The iron-binding proteins were examined with a Continuous Flow Fluid Cell TEM Holder Platform (Hummingbird Scientific). After the patterning with the Nano eNabler, the windows were assembled and sealed in the liquid cell holder platform, resulting in the liquid specimen being sandwiched between the electron-transparent silicon nitride window membranes. Imaging and characterization of the specimens were carried out with an FEI Tecnai G2 F20 (S)TEM operating at an accelerating voltage of 200 kV equipped with a Tridiem Gatan Imaging Filter (GIF), High Angle Annular Dark Field (HAADF), and energy dispersive X-ray spectroscopy (EDS) detectors. In situ fluid delivery was carried out with a syringe pump with the variable pumping speed (2–5 μL/min). For comparison, specimens were also printed on conventional EM grids and examined with a standard single-tilt holder. To ensure reproducibility of results, the sizes of micelles were determined from numerous HAADF images. Electron energy loss spectroscopy (EELS) was used to probe the localized chemical composition of the liquid specimens. EELS spectra and elemental maps were acquired in energy-filtered transmission electron microscopy (EFTEM) mode. Elemental maps of oxygen and iron were acquired with a slit width of 30 eV ± 1 eV. EELS spectra were acquired with a slit width of 10 eV and dispersion of 0.5 eV/pixel. Data analysis was performed with Digital Micrograph software (GMS version 2.11.1404.0) and OriginPro 9.0 software. To ensure reproducibility of results, micelle sizes were measured on micelles imaged in numerous micrographs obtained with the HAADF detector.

4. Conclusions

We have visualized micelles of MamC recombinant iron-binding protein in situ by utilizing the STEM-HAADF contrast enhancement of surface bound iron species. Further self-organization of iron-incubated MamC micelles produced iron-rich extended surfaces and points to enhanced iron binding. Our results represent a significant step forward in understanding the process of self-organization of iron-binding recombinant proteins employed in bioinspired synthesis of magnetic nanoparticles. Our findings are applicable for the in situ characterization of a variety of inorganic-organic interfaces in protein solutions.

Conflict of Interests

The authors declare that there is no conflict of interests regarding the publication of this paper.
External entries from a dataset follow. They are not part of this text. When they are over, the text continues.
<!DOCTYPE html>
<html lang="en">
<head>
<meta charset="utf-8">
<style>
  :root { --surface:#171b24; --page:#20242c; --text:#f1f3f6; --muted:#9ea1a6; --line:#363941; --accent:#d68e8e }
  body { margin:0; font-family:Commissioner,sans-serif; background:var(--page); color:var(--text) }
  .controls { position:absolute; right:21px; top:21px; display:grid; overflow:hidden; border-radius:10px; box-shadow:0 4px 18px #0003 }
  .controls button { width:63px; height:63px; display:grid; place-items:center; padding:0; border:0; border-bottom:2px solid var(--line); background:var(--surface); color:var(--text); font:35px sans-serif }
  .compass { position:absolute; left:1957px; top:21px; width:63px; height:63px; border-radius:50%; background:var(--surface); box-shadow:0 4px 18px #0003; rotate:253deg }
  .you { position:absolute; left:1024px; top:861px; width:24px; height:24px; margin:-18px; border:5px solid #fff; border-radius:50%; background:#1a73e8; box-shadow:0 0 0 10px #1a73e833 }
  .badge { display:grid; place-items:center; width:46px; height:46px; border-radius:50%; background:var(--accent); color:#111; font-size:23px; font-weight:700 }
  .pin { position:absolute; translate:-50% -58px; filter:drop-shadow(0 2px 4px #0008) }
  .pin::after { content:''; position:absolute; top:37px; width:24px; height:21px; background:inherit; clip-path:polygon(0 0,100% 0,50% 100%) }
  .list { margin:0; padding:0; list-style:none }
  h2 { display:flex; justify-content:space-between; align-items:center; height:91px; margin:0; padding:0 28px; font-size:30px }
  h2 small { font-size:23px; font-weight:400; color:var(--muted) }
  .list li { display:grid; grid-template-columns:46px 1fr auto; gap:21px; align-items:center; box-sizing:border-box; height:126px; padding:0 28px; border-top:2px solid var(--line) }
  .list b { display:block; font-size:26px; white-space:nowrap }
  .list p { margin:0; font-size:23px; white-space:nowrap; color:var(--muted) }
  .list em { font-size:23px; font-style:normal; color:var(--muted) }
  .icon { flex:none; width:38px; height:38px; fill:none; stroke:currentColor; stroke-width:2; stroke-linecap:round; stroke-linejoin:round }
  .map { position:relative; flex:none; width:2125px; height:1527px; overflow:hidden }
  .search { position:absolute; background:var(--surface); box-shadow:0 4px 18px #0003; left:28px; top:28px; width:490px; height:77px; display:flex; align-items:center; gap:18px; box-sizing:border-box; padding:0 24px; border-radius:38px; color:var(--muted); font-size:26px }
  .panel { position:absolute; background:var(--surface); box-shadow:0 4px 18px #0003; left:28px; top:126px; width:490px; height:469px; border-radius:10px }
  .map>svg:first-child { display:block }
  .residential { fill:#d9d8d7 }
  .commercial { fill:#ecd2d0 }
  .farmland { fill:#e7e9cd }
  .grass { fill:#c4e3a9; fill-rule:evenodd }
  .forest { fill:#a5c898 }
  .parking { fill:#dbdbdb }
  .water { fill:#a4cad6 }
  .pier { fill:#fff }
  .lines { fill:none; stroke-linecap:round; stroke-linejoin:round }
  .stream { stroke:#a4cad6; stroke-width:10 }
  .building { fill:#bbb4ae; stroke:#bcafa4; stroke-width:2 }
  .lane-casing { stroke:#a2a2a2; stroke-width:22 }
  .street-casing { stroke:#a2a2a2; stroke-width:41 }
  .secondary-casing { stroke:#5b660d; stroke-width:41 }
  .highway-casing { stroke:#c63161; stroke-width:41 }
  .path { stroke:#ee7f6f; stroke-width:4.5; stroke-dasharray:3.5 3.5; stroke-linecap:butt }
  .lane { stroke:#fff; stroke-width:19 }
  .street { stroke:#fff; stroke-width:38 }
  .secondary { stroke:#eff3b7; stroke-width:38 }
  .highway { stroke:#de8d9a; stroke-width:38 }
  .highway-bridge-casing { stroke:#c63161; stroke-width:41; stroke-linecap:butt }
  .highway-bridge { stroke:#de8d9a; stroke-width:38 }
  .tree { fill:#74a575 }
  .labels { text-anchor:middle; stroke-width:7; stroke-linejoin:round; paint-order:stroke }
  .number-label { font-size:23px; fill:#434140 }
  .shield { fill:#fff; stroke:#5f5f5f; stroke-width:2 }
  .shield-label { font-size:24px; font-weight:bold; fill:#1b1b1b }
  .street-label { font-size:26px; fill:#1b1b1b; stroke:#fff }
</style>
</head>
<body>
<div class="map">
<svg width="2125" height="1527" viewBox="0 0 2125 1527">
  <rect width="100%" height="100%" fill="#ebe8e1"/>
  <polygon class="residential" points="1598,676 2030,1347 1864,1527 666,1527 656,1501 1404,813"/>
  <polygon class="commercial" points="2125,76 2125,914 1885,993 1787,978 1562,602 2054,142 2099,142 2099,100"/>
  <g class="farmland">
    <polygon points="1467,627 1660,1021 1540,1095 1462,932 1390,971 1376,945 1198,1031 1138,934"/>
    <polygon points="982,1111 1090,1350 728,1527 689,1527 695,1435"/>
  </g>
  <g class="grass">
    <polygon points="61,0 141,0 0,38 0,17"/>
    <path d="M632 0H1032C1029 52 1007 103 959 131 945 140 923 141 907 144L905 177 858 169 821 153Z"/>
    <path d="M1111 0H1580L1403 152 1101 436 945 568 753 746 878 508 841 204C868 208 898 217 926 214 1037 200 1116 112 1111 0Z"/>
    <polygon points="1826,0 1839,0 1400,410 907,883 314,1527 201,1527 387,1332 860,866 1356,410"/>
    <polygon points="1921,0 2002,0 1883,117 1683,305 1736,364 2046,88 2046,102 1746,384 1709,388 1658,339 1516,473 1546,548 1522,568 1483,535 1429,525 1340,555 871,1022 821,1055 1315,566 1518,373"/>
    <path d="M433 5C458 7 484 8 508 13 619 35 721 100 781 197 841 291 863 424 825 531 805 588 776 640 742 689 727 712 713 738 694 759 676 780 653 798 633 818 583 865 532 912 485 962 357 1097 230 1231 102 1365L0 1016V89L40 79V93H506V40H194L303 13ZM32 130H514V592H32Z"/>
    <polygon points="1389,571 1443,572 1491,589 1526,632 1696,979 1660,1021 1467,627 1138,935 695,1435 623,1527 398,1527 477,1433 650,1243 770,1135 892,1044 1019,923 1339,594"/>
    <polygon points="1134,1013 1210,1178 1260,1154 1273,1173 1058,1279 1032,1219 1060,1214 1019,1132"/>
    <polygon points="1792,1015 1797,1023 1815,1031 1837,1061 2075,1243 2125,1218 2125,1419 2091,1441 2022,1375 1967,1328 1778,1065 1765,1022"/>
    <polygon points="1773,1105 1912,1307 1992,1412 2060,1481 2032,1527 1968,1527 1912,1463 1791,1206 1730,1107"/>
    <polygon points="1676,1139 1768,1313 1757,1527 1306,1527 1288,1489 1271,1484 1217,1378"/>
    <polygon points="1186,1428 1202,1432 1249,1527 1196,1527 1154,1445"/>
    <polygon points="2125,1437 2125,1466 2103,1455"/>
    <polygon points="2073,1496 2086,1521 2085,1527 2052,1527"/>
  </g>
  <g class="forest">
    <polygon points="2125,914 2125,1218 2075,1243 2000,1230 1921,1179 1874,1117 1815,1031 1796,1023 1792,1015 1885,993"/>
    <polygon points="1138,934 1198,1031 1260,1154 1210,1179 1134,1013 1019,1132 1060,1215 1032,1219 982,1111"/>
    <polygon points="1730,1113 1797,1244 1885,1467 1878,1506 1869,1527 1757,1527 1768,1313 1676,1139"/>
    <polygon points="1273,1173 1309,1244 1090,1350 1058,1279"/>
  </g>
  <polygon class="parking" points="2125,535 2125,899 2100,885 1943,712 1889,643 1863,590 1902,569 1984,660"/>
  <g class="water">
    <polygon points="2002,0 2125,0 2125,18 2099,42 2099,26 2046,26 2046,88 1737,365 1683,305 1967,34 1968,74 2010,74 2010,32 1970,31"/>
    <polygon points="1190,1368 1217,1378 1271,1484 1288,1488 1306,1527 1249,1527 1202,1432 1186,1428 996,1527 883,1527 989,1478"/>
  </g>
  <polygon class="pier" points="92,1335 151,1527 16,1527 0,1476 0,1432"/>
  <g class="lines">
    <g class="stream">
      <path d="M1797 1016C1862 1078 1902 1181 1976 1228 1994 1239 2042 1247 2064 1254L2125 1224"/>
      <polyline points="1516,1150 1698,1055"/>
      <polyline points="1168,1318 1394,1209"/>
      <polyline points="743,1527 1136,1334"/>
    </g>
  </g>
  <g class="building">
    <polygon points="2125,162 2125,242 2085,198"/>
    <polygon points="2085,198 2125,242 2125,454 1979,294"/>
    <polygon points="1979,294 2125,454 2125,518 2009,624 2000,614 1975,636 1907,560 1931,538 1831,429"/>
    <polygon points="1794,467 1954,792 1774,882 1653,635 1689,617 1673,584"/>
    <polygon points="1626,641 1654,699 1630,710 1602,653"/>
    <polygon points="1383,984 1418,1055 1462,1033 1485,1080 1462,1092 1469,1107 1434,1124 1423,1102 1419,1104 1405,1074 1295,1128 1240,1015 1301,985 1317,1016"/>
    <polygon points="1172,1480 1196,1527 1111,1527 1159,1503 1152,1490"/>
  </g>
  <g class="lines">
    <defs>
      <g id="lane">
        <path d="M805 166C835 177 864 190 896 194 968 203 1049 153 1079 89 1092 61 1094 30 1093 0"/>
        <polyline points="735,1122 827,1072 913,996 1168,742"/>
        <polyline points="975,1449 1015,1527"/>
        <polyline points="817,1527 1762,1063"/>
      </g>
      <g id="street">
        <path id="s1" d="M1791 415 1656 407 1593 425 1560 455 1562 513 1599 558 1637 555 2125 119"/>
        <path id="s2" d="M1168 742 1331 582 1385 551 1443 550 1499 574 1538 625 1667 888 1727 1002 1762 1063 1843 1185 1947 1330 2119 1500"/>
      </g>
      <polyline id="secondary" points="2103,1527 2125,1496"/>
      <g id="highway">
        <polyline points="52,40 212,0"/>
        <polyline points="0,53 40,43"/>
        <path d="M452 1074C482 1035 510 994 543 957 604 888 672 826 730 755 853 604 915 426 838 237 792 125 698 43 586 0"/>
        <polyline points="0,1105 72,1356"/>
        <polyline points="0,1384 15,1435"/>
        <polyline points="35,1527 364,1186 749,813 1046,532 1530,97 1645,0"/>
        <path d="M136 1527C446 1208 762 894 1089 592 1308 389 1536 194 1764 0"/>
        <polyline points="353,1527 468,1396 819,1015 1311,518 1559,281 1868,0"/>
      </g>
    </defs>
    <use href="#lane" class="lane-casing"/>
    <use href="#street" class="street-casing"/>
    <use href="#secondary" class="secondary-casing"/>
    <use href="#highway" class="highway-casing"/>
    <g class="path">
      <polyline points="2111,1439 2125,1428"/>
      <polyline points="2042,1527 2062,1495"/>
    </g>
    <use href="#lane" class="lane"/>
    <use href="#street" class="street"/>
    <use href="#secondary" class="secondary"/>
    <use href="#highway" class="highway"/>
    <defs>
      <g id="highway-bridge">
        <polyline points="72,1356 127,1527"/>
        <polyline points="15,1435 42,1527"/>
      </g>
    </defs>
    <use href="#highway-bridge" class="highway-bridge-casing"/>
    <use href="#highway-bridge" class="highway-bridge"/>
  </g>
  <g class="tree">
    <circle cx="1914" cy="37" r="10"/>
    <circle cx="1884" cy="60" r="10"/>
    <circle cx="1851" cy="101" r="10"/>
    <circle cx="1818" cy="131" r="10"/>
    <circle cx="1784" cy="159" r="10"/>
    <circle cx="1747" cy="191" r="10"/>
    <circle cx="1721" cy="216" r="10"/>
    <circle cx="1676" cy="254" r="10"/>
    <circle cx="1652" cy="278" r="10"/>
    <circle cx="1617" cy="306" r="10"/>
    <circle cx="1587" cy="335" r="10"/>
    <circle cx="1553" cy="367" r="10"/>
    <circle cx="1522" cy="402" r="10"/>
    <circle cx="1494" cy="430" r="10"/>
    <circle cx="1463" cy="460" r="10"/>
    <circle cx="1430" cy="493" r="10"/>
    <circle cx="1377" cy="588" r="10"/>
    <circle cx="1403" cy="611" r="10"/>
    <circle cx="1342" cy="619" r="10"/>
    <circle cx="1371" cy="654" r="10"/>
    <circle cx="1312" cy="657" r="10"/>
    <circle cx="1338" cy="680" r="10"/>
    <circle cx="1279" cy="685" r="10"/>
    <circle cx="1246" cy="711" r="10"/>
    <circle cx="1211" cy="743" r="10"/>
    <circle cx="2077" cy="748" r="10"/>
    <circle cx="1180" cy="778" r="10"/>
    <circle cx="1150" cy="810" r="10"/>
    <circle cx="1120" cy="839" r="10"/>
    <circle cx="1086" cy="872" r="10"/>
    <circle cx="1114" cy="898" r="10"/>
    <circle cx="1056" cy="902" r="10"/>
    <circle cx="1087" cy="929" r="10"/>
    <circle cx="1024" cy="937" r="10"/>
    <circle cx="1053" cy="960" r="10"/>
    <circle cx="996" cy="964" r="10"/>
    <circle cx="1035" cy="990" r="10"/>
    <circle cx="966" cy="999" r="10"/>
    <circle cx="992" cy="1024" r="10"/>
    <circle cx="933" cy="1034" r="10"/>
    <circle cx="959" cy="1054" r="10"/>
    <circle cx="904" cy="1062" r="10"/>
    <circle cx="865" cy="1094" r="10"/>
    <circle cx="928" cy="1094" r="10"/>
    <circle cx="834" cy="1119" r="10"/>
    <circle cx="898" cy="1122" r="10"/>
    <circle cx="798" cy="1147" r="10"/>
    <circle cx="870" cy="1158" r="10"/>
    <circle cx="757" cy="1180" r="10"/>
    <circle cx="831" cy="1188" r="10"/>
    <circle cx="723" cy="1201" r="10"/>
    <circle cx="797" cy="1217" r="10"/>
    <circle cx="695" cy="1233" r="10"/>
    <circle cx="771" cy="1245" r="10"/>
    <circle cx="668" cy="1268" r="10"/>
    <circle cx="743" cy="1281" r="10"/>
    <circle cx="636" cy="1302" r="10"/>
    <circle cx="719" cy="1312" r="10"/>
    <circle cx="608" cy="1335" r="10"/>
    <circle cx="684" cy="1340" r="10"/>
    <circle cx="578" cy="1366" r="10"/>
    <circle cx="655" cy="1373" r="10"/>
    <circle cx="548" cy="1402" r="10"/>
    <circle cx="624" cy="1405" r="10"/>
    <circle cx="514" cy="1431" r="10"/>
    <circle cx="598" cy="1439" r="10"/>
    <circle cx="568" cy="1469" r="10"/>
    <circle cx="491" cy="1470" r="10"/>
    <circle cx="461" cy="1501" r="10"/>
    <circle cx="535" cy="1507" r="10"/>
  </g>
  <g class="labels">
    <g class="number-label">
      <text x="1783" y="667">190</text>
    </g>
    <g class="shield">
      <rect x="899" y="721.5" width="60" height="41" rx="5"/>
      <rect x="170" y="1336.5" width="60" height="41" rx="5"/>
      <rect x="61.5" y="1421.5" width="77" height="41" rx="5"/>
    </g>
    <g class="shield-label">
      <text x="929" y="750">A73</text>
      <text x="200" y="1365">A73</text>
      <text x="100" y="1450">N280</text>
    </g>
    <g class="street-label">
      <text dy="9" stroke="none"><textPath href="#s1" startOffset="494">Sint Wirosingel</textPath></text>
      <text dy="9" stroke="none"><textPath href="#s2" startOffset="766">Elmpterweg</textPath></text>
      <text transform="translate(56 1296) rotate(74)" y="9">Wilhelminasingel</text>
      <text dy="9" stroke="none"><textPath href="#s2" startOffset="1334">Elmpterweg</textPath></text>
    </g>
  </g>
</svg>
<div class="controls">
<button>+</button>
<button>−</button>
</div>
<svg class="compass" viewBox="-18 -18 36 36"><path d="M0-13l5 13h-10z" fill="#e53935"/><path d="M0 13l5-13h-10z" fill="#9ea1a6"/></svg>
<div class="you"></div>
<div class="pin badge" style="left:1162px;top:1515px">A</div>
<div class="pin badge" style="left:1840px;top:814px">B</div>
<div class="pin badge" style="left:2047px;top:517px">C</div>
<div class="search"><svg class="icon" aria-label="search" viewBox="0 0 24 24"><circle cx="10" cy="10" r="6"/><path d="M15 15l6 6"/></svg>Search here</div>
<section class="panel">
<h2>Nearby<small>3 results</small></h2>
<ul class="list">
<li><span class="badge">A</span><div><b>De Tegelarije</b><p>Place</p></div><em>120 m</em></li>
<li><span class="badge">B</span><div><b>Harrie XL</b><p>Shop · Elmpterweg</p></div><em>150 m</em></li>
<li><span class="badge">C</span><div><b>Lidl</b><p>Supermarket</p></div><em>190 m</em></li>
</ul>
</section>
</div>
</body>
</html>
This work was supported by the U.S. Department of Energy, Office of Science, Basic Energy Sciences, Materials Sciences and Engineering Division. The research was performed at the Ames Laboratory, which is operated for the U.S. Department of Energy by Iowa State University under Contract no. DE-AC02-07CH11358. MamC cloning and purification were done at the University of Granada, Spain. Concepción Jiménez López acknowledges the support from the Spanish Government through Grant CGL2010-18274 and the program Salvador de Madariaga. The authors thank the Laboratory of Professor Marit Nilsen-Hamilton for providing the recombinant biomineralization protein, Mms6.